I recently had a need to do some threaded processing in php while working on a Google Gears prototype application. As is often the case with gears, when synching the data with the online database, it'll take a while. If you're doing this explicitly and not in the background, it's nice to at least be able to update the user of the process' status using AJAX. This was my need for threading (forking in php). I wanted to run a thread to handle the update of the database and let the user sit on a page that keeps checking on the progress and updating a progress bar. Intuitive, right?

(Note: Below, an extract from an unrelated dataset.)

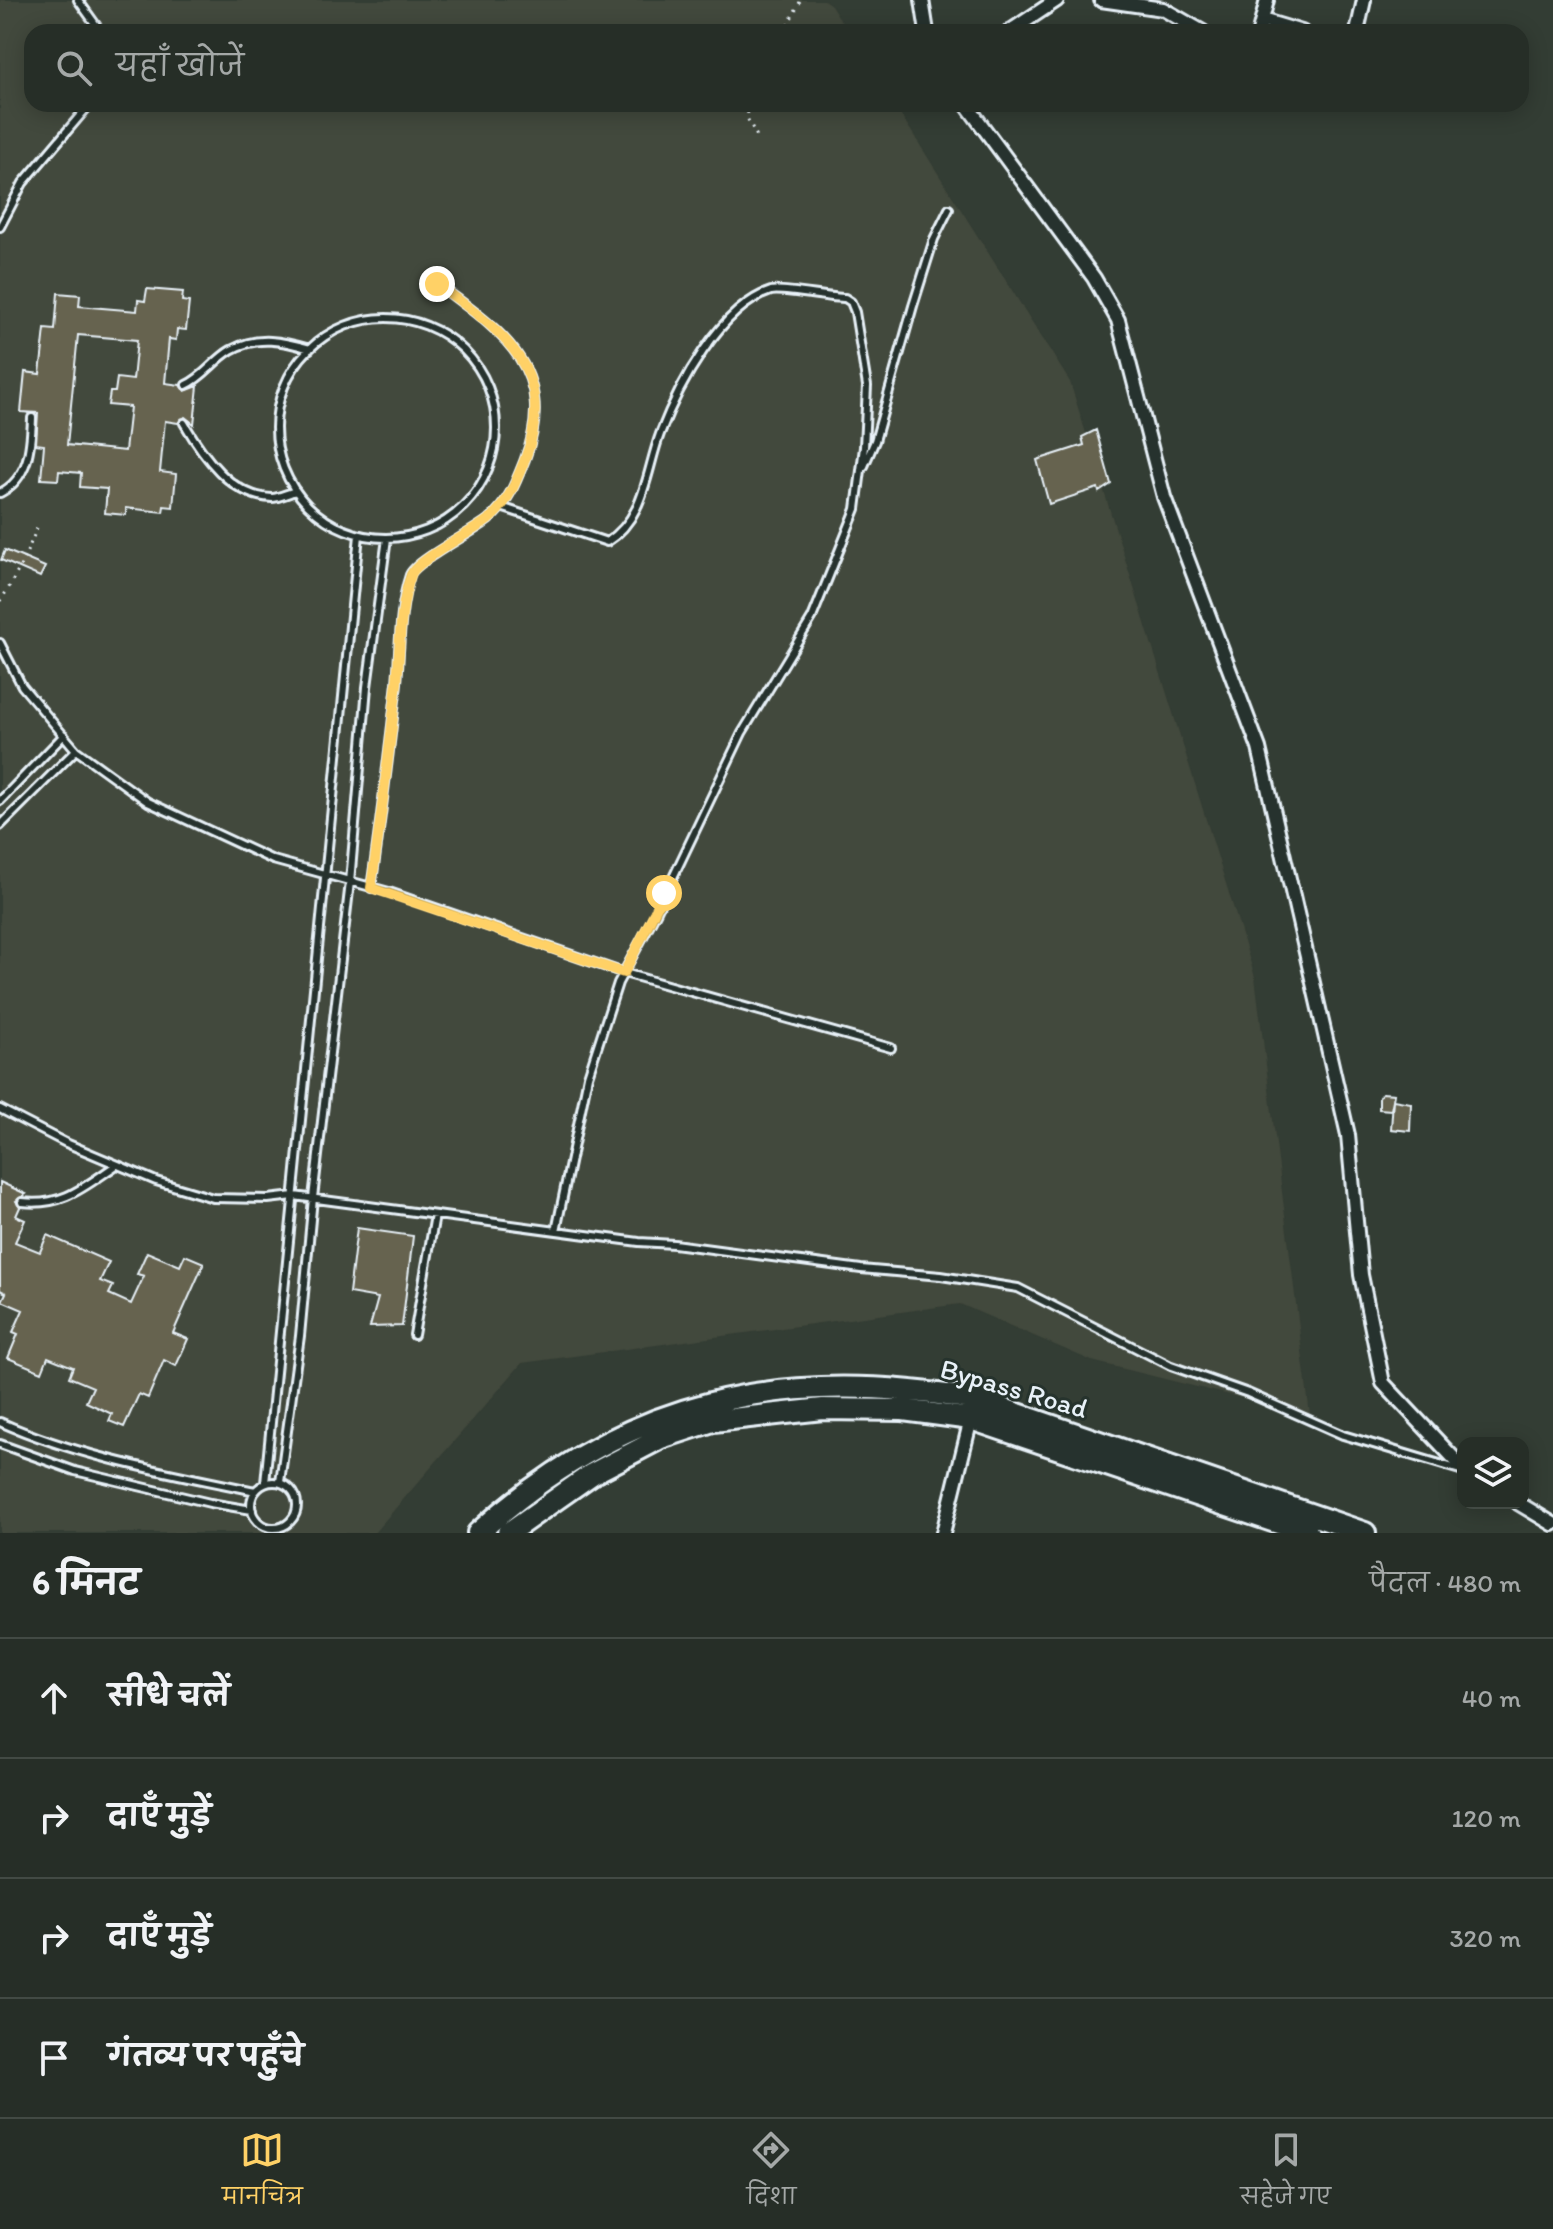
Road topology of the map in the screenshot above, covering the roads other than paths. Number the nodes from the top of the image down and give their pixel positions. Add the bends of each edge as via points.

Since it had been a while since I've worked with forks in PHP I figured I'd check out Google for a tutorial on the best practice on the subject. Whoa. I got like 90 different methodologies and hardly any worked for all scenarios and cross-platform (I don't know if my project will end up on a server with windows under it or *nix). That is, until I found this blog entry by a chick named Katy. She demos the following code:

To create a fork:
function startFork($path, $file, $args)

  if (substr(PHP_OS, 0, 3) == 'WIN')
    $proc = popen('start /b php "' . $path . '\\' . $file . '" ' . $args, 'r');
    $proc = popen('php ' . $path . '/' . $file . ' ' . $args . ' &', 'r');
  return $proc;

To get data from the fork:
while (!feof($proc)) {
  $data = fgets($proc);

  // Do something with the data
This methodology is great because it seems to always fit. It's pretty easy to understand too. It does involve some OS calls but has conditions for for windows and *nix, which is ok by me. It's a simple method that starts a new process for the thread. I plan to implement post haste. I'd recommend this if you need to do some threading (forking, I wish Java and PHP would get on the same page as far as terminology is concerned).